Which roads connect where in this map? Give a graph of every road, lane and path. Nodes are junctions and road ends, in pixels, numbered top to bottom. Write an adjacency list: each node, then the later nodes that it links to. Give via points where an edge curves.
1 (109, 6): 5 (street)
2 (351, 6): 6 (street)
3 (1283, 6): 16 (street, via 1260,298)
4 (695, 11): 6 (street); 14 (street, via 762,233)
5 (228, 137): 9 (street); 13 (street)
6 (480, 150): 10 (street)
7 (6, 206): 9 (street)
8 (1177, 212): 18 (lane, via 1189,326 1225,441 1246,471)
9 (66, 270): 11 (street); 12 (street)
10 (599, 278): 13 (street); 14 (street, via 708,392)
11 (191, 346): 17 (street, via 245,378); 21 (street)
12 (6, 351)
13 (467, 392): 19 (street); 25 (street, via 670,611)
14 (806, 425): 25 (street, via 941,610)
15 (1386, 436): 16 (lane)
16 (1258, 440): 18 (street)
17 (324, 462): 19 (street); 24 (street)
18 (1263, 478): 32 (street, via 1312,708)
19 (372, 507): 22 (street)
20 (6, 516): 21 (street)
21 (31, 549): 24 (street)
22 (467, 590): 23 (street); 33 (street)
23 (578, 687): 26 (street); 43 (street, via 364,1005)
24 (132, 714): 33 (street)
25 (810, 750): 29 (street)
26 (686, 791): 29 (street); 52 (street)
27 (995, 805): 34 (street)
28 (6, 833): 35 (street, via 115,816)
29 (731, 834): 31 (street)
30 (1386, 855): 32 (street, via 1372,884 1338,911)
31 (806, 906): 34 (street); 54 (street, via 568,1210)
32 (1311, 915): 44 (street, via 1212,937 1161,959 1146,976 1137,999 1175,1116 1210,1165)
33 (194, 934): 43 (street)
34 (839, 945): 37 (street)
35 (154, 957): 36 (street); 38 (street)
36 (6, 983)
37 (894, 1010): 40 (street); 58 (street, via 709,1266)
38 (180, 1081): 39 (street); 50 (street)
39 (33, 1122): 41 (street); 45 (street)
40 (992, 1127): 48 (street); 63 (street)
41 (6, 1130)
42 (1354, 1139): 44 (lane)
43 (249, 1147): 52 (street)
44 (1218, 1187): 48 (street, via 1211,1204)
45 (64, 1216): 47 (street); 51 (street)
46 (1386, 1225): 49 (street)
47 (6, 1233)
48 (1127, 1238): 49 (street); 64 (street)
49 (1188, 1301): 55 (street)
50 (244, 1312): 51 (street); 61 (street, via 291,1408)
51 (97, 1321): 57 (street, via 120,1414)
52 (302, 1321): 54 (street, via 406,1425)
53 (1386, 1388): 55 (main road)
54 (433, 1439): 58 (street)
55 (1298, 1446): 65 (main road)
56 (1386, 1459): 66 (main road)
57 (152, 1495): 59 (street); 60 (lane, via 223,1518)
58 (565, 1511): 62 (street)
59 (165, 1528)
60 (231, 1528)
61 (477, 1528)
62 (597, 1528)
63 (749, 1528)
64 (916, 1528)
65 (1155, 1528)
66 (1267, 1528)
------------------------------------------------
**What you should do**:
So that nothing is lost, restate all the material word for word.

**The answer**:
Which roads connect where in this map? Give a graph of every road, lane and path. Nodes are junctions and road ends, in pixels, numbered top to bottom. Write an adjacency list: each node, then the later nodes that it links to. Give via points where an edge curves.
1 (109, 6): 5 (street)
2 (351, 6): 6 (street)
3 (1283, 6): 16 (street, via 1260,298)
4 (695, 11): 6 (street); 14 (street, via 762,233)
5 (228, 137): 9 (street); 13 (street)
6 (480, 150): 10 (street)
7 (6, 206): 9 (street)
8 (1177, 212): 18 (lane, via 1189,326 1225,441 1246,471)
9 (66, 270): 11 (street); 12 (street)
10 (599, 278): 13 (street); 14 (street, via 708,392)
11 (191, 346): 17 (street, via 245,378); 21 (street)
12 (6, 351)
13 (467, 392): 19 (street); 25 (street, via 670,611)
14 (806, 425): 25 (street, via 941,610)
15 (1386, 436): 16 (lane)
16 (1258, 440): 18 (street)
17 (324, 462): 19 (street); 24 (street)
18 (1263, 478): 32 (street, via 1312,708)
19 (372, 507): 22 (street)
20 (6, 516): 21 (street)
21 (31, 549): 24 (street)
22 (467, 590): 23 (street); 33 (street)
23 (578, 687): 26 (street); 43 (street, via 364,1005)
24 (132, 714): 33 (street)
25 (810, 750): 29 (street)
26 (686, 791): 29 (street); 52 (street)
27 (995, 805): 34 (street)
28 (6, 833): 35 (street, via 115,816)
29 (731, 834): 31 (street)
30 (1386, 855): 32 (street, via 1372,884 1338,911)
31 (806, 906): 34 (street); 54 (street, via 568,1210)
32 (1311, 915): 44 (street, via 1212,937 1161,959 1146,976 1137,999 1175,1116 1210,1165)
33 (194, 934): 43 (street)
34 (839, 945): 37 (street)
35 (154, 957): 36 (street); 38 (street)
36 (6, 983)
37 (894, 1010): 40 (street); 58 (street, via 709,1266)
38 (180, 1081): 39 (street); 50 (street)
39 (33, 1122): 41 (street); 45 (street)
40 (992, 1127): 48 (street); 63 (street)
41 (6, 1130)
42 (1354, 1139): 44 (lane)
43 (249, 1147): 52 (street)
44 (1218, 1187): 48 (street, via 1211,1204)
45 (64, 1216): 47 (street); 51 (street)
46 (1386, 1225): 49 (street)
47 (6, 1233)
48 (1127, 1238): 49 (street); 64 (street)
49 (1188, 1301): 55 (street)
50 (244, 1312): 51 (street); 61 (street, via 291,1408)
51 (97, 1321): 57 (street, via 120,1414)
52 (302, 1321): 54 (street, via 406,1425)
53 (1386, 1388): 55 (main road)
54 (433, 1439): 58 (street)
55 (1298, 1446): 65 (main road)
56 (1386, 1459): 66 (main road)
57 (152, 1495): 59 (street); 60 (lane, via 223,1518)
58 (565, 1511): 62 (street)
59 (165, 1528)
60 (231, 1528)
61 (477, 1528)
62 (597, 1528)
63 (749, 1528)
64 (916, 1528)
65 (1155, 1528)
66 (1267, 1528)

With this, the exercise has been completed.